If a line in the entries below contains "pixels", copy it.

╭──

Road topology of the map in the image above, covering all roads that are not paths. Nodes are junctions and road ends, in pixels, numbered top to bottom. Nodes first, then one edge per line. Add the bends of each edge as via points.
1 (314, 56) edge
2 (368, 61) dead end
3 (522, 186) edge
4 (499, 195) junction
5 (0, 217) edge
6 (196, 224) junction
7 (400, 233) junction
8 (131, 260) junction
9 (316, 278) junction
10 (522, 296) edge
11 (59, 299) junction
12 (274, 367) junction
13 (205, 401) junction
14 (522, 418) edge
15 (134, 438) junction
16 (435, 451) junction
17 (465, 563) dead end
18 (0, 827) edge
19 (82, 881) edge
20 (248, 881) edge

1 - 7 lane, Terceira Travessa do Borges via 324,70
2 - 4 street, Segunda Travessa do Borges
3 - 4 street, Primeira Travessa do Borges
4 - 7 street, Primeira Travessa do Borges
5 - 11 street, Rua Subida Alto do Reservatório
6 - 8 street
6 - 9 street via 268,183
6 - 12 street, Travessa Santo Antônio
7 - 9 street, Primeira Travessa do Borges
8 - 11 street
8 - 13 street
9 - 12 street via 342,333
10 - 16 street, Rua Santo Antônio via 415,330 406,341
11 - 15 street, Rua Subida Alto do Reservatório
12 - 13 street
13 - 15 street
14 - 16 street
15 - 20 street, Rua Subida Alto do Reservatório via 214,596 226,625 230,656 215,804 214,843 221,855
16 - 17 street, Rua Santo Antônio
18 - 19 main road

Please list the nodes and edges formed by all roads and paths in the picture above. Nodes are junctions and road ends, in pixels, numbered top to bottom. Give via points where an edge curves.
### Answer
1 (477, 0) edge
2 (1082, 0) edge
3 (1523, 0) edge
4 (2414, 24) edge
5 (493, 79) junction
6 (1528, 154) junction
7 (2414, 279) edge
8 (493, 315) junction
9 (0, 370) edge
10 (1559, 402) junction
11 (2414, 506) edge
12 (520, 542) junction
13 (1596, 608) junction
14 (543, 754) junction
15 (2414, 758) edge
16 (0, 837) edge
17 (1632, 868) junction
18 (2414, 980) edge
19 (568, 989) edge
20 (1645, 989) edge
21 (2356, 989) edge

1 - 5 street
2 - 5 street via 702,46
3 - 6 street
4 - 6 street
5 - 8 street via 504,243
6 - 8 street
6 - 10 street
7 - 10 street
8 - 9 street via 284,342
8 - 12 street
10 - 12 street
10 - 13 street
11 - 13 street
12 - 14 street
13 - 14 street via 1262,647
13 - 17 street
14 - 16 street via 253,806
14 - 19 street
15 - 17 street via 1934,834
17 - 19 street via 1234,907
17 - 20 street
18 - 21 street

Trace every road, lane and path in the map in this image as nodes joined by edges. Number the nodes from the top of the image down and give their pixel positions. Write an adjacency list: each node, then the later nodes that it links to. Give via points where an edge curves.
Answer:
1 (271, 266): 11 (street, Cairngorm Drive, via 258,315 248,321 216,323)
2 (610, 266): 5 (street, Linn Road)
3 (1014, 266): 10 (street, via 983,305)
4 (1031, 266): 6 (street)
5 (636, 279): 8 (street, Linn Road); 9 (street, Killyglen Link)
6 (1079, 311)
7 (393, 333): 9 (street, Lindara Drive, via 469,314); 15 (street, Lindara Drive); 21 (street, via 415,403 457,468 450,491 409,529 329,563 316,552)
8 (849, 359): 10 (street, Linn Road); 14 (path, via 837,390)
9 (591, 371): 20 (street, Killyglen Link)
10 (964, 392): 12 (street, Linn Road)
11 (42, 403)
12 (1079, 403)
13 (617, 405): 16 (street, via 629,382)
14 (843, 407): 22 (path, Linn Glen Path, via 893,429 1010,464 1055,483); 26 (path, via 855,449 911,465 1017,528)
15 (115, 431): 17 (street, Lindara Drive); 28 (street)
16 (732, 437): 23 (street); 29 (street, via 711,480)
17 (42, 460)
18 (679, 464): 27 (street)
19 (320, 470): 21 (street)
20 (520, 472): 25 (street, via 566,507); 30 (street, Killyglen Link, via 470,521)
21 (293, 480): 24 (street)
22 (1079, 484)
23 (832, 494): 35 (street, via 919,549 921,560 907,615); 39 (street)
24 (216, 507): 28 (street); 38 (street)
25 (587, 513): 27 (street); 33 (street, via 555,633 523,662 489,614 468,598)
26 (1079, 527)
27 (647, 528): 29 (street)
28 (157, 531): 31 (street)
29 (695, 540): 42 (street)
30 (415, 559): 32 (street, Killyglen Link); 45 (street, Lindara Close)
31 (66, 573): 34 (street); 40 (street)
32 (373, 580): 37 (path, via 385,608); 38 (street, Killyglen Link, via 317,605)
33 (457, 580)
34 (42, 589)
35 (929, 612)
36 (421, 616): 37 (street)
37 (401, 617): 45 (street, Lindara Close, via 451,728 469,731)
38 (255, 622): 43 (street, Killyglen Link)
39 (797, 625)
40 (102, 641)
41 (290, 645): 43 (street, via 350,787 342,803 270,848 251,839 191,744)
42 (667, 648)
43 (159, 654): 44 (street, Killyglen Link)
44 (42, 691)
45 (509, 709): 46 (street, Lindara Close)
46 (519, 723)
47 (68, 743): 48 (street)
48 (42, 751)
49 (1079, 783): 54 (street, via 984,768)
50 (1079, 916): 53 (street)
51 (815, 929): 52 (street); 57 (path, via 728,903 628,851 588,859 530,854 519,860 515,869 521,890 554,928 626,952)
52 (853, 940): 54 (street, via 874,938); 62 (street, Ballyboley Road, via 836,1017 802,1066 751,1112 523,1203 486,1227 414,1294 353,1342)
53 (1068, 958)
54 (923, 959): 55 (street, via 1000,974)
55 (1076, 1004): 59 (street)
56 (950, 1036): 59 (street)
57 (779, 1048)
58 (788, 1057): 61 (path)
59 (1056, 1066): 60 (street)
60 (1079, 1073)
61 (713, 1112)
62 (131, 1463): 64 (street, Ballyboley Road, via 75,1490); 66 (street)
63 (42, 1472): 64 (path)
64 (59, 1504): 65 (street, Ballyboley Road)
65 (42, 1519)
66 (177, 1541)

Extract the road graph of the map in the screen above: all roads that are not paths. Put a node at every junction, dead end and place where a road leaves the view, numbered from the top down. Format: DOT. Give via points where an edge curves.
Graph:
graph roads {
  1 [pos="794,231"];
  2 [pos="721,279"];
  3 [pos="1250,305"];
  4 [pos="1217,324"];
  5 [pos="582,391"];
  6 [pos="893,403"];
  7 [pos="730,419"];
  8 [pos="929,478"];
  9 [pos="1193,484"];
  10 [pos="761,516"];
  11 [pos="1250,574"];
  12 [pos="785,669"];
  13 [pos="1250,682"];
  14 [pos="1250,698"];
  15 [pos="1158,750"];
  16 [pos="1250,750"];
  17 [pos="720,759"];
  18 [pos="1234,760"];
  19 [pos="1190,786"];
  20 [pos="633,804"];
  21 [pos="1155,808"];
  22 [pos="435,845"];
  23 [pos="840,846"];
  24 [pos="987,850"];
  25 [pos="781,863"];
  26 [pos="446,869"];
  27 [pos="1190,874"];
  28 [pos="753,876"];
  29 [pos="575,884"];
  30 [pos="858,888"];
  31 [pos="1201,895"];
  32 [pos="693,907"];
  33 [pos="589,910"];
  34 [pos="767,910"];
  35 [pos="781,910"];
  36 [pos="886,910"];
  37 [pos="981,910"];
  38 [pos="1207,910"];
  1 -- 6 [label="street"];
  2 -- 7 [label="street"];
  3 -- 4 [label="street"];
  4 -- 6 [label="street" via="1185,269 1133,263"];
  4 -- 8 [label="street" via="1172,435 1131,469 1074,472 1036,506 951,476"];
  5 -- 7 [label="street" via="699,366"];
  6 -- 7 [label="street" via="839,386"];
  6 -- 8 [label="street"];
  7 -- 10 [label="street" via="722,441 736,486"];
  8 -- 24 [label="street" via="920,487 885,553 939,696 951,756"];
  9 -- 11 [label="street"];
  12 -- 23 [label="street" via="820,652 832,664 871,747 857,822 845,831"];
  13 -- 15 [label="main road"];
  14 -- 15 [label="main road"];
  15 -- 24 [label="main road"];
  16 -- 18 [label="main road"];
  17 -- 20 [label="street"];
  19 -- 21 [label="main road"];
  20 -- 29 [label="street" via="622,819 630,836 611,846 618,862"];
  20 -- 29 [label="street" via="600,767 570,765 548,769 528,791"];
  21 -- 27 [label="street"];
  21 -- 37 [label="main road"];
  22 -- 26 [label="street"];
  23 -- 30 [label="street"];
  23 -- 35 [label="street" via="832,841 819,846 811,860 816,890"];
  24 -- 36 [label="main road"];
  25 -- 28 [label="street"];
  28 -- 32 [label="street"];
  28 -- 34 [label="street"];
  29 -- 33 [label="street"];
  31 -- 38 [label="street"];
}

╰──

• _Answer to the exercise_
Road topology of the map in the image above, covering all roads that are not paths. Nodes are junctions and road ends, in pixels, numbered top to bottom. Nodes first, then one edge per line. Add the bends of each edge as via points.
Please list the nodes and edges formed by all roads and paths in the picture above. Nodes are junctions and road ends, in pixels, numbered top to bottom. Give via points where an edge curves.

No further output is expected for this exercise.